Praktisi kesehatan Prof. Yos Effendi Sutanto selaku Dewan Pembina Perhimpunan Manajer Pelayanan Kesehatan Indonesia (Permapkin) mengakui bahwa pengelolaan BPJS Kesehatan menyebabkan keuangan banyak RS tersandung.
Menurutnya, dengan pencairan klaim yang menunggu waktu lama, membuat pengelola RS kelimpungan menutup ongkos operasional.
Menurutnya, saat ini merupakan waktu paling baik untuk membenahi BPJS.
"Tidak berlarut-larut, selagi ada pergantian pejabat di kabinet baru, diupayakan adanya solusi komprehensif," ungkapnya.
Dia mengutarakan terdapat beberapa problem mendasar dalam pengelolaan BPJS Kesehatan yang dianggap mengorbankan RS. Karena itu, solusi perbaikan tidak sekadar kebijakan menaikan iuran.
"Yang pertama itu, batasan manfaat harus jelas. Kan ini asuransi sosial, kalau asuransi kan selalu batasan jelas," ungkap Yos.
Dia memastikan hingga kini belum ada pihak yang mendefinisikan secara tepat batasan manfaat tersebut.

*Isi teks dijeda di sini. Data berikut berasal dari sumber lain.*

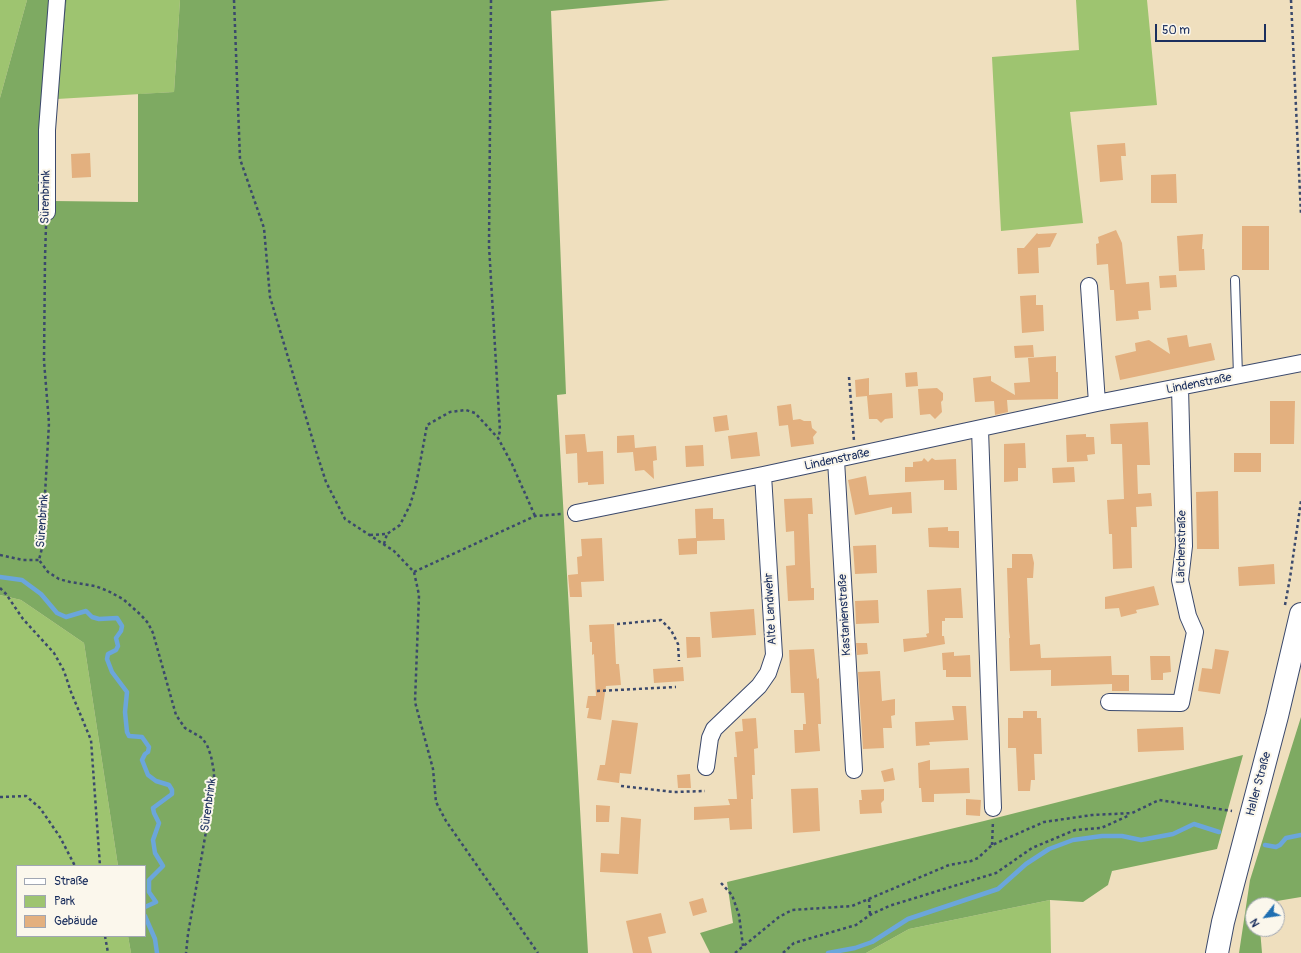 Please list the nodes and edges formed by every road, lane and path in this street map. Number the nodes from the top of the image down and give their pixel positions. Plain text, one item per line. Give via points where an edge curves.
1 (57, 0) edge
2 (234, 0) edge
3 (491, 0) edge
4 (1291, 0) edge
5 (47, 212) joint
6 (1301, 215) edge
7 (1235, 280) dead end
8 (1089, 286) dead end
9 (1301, 363) edge
10 (849, 376) dead end
11 (1238, 376) junction
12 (1180, 387) junction
13 (1097, 403) junction
14 (980, 429) junction
15 (498, 438) junction
16 (855, 456) junction
17 (836, 460) junction
18 (764, 475) junction
19 (576, 513) joint
20 (535, 516) junction
21 (388, 534) junction
22 (370, 535) junction
23 (384, 544) junction
24 (0, 555) edge
25 (39, 560) junction
26 (414, 572) junction
27 (0, 588) edge
28 (1301, 614) edge
29 (617, 624) dead end
30 (680, 661) dead end
31 (676, 687) dead end
32 (597, 691) dead end
33 (1109, 702) dead end
34 (706, 767) dead end
35 (854, 770) dead end
36 (621, 786) dead end
37 (706, 791) dead end
38 (0, 796) edge
39 (993, 808) joint
40 (1232, 810) dead end
41 (1132, 814) junction
42 (992, 845) junction
43 (74, 865) edge
44 (100, 865) edge
45 (721, 883) dead end
46 (869, 899) junction
47 (870, 914) junction
48 (105, 937) edge
49 (743, 946) junction
50 (108, 953) edge
51 (186, 953) edge
52 (538, 953) edge
53 (735, 953) edge
54 (783, 953) edge
55 (1217, 953) edge

1 - 5 street, Sürenbrink via 47,130
2 - 22 path via 240,159 264,228 270,297 326,482 345,519
3 - 15 path via 489,246 500,431
4 - 6 path
5 - 25 path, Sürenbrink via 44,361 48,423 42,548
7 - 11 lane
8 - 13 street
9 - 11 street, Lindenstraße
10 - 16 path
11 - 12 street, Lindenstraße
12 - 13 street, Lindenstraße
12 - 33 street, Lärchenstraße via 1184,546 1180,580 1188,616 1195,632 1181,703
13 - 14 street, Lindenstraße
14 - 16 street, Lindenstraße
14 - 39 street
15 - 20 path
15 - 21 path via 475,413 466,410 450,412 427,425 410,505 400,525
16 - 17 street, Lindenstraße
17 - 18 street, Lindenstraße
17 - 35 street, Kastanienstraße
18 - 19 street, Lindenstraße
18 - 34 street, Alte Landwehr via 774,655 768,673 759,686 714,729 710,738
19 - 20 path
20 - 26 path
21 - 22 path
21 - 23 path
22 - 23 path
23 - 26 path
24 - 25 path via 23,560
25 - 51 path, Sürenbrink via 48,572 58,579 108,590 141,615 153,633 176,715 185,728 202,738 212,756 214,786
26 - 52 path via 419,595 415,702 433,769 436,802 446,821
27 - 44 path via 23,619 54,653 64,671 91,740
28 - 55 main road, Haller Straße
29 - 30 path via 661,620 671,630 678,644
31 - 32 path
36 - 37 path via 674,792
38 - 43 path via 26,796 40,808
39 - 42 path
40 - 41 path via 1159,800
41 - 42 path via 1092,815 1044,822
41 - 47 path via 1101,828 1075,830 1032,848 996,873
42 - 46 path via 978,858 949,865
45 - 49 path via 732,895 739,915
46 - 47 path
46 - 49 path via 852,906 792,910
47 - 54 path via 856,925 799,940
48 - 50 path
49 - 53 path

"Padahal sudah jelas, bahwa yang dipenuhi itu kebutuhan dasar kesehatan," sambung Yos.
Lebih jauh, selama ini dalam pengelolaan BPJS, kerapkali terjadi subsidi salah sasaran.
"Pelaksanaan gotong royong terbalik, kalau dari data klaim BPJS bagi warga miskin tidak tekor, yang rugi segmen peserta yang bukan penerima upah bukan PBI," simpul Yos.
Untuk kasus tunggakan BPJS Kesehatan yang menjerat banyak RS swasta, Periset NMC Group Goenardjoadi Goenawan mengajukan solusi seperti pembenahan manajemen klaim. Pertama, sebutnya, yaitu memanfaatkan sistem e-katalog.
Berkat sistem e-katalog, baik pihak RS maupun BPJS, bisa memantau jumlah dan jenis klaim, termasuk dengan harga pokok yang dipatok.
"Maka terlihat jelas tagihan untuk keperluan apa, apakah operasi bedah, atau perawatan sakit ringan. Bilamana sudah ketemu, maka jelaslah dimana biangkeroknya," kata Goenardjoadi.
Selain itu, bisa pula dilakukan analisa manajemen klaim. Saat ini RS membuat invoice tagihan berdasarkan tindakan dokter. Dengan kata lain, dokter yang menentukan segalanya.
"Invoice tagihan ini dikirim kepada BPJS dianggap piutang padahal tagihan tersebut tidak comply (turut) kepada aturan klaim BPJS," ungkap Goenardjoadi.
Karena itu, simpulnya, RS harus menyelenggarakan compliance sistem yaitu manajemen klaim.